1.       Assunção de Dívida

1.1. Conceito

A assunção de dívida não é tão comum quanto a cessão de crédito e logo se verá porque, mas nem por isso é via econômica menos importante; podendo diminuir os riscos do credor em caso de insolvência, etc.

Segundo Antunes Varela “é a operação pela qual um terceiro (assuntor) se obriga perante o credor a efetuar a prestação devida por outrem”, mantendo-se também intacta a relação obrigacional, mantendo-se os assessórios e as garantias, devendo ser observado nesta última o disposto no art. 300 do CC. Porém, tem-se uma imprecisão do Código de 2002 em seu art. 300, pois compete aos garantidores a deliberação sobre a continuidade ou não das garantias[1] . A esse propósito é válido ressaltar o enunciado 352 das IV Jornadas de Direito Civil:

“Enunciado 352 das IV Jornadas de Direito Civil – Art. 300. Salvo expressa concordância dos terceiros, as garantias por eles prestadas se extinguem com a assunção de dívida; já as garantias prestadas pelo devedor primitivo somente são mantidas no caso em que este concorde com a assunção”.

A assunção dívida não era contemplada pelo CC de 1916, mas já se permitia em decorrência do princípio da autonomia privada e atualmente possui basicamente duas valorações principiológicas: primeiro, a nova forma de se libertar da obrigação; segundo a dinamicidade das obrigações em prol da circulação de riquezas, justiça social.

A identidade do novo devedor é fundamental nesse tipo de transferência, principalmente quanto à sua solvência. A confiança depositada no devedor originário deve ser renovada frente ao novo devedor. Por isso, é necessária a anuência do credor para que a assunção plenamente ocorra, não apenas como requisito de eficácia, mas também de validade.
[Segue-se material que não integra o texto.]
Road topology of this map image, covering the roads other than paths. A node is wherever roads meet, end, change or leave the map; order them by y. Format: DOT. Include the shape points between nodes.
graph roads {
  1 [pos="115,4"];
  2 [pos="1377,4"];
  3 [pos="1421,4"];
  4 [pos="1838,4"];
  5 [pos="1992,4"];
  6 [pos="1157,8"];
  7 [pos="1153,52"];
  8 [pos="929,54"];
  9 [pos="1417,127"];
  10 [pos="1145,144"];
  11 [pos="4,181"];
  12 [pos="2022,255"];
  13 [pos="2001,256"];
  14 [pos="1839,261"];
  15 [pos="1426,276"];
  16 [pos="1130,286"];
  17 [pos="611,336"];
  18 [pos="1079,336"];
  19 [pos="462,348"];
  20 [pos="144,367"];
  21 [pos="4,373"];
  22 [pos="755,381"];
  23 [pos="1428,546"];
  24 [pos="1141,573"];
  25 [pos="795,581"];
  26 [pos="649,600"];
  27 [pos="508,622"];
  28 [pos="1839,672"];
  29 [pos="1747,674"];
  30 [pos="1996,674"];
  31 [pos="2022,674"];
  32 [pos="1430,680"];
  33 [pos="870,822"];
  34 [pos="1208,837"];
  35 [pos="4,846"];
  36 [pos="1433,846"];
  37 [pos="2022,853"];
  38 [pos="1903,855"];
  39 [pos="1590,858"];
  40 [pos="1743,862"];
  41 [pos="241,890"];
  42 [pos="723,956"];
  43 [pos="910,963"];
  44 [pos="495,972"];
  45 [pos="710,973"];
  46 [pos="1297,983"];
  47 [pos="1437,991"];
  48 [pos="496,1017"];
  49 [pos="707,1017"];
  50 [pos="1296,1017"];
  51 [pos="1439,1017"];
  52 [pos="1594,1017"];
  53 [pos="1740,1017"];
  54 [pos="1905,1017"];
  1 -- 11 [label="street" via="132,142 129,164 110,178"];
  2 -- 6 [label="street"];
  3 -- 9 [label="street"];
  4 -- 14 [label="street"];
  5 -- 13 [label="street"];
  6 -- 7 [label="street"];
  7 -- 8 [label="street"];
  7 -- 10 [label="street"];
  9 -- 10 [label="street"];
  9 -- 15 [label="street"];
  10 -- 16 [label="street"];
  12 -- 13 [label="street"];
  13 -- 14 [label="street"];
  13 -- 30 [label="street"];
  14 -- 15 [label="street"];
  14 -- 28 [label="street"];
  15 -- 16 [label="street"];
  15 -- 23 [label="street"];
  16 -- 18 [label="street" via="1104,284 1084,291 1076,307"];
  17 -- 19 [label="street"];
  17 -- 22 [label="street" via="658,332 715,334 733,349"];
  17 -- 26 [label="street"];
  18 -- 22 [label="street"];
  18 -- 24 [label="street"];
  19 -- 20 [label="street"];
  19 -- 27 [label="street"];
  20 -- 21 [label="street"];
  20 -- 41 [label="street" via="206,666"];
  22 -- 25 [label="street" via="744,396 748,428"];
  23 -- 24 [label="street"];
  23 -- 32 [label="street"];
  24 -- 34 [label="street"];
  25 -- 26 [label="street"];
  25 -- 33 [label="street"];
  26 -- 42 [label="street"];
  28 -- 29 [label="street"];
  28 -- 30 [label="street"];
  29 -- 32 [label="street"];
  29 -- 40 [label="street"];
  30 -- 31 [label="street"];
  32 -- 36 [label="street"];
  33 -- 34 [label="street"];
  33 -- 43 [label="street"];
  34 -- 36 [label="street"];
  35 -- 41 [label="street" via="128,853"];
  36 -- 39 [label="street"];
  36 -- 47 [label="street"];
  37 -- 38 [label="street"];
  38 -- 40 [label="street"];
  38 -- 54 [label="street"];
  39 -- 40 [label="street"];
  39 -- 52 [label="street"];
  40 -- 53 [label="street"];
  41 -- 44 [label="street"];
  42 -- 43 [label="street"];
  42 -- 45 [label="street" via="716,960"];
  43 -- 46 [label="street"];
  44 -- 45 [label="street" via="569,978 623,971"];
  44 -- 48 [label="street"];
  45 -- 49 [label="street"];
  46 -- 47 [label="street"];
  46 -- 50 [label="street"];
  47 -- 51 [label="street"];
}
O credor é a figura mais importante da assunção de dívida, ele é o detentor do direito potestativo de anuir a transmissão do débito. Sem o seu consentimento o negócio jurídico da assunção se quer terá reunido todos os requisitos para o ingresso no plano da existência[2].

1.2. Modalidades de Assunção de Dívida

Já vimos que a assunção de dívida ocorre quando um terceiro, estranho á relação, nela ingressa, assumindo a posição do devedor originário, com a anuência do credor. Em relação ao antigo devedor existem duas espécies de assunção de dívida: a cumulativa e a liberatória. Na assunção liberatória (primitiva ou exclusiva), prevista no art. 299 do CC, a transmissão da obrigação acarreta na liberação do devedor primitivo, mantendo-se a obrigação inalterada. Já na assunção cumulativa o novo devedor assume a obrigação junto com o devedor originário e ambos respondem perante o credor, trata-se de um reforço, porém, também depende de autorização do credor, pois a ninguém pode ser imposto um benefício que não é desejável.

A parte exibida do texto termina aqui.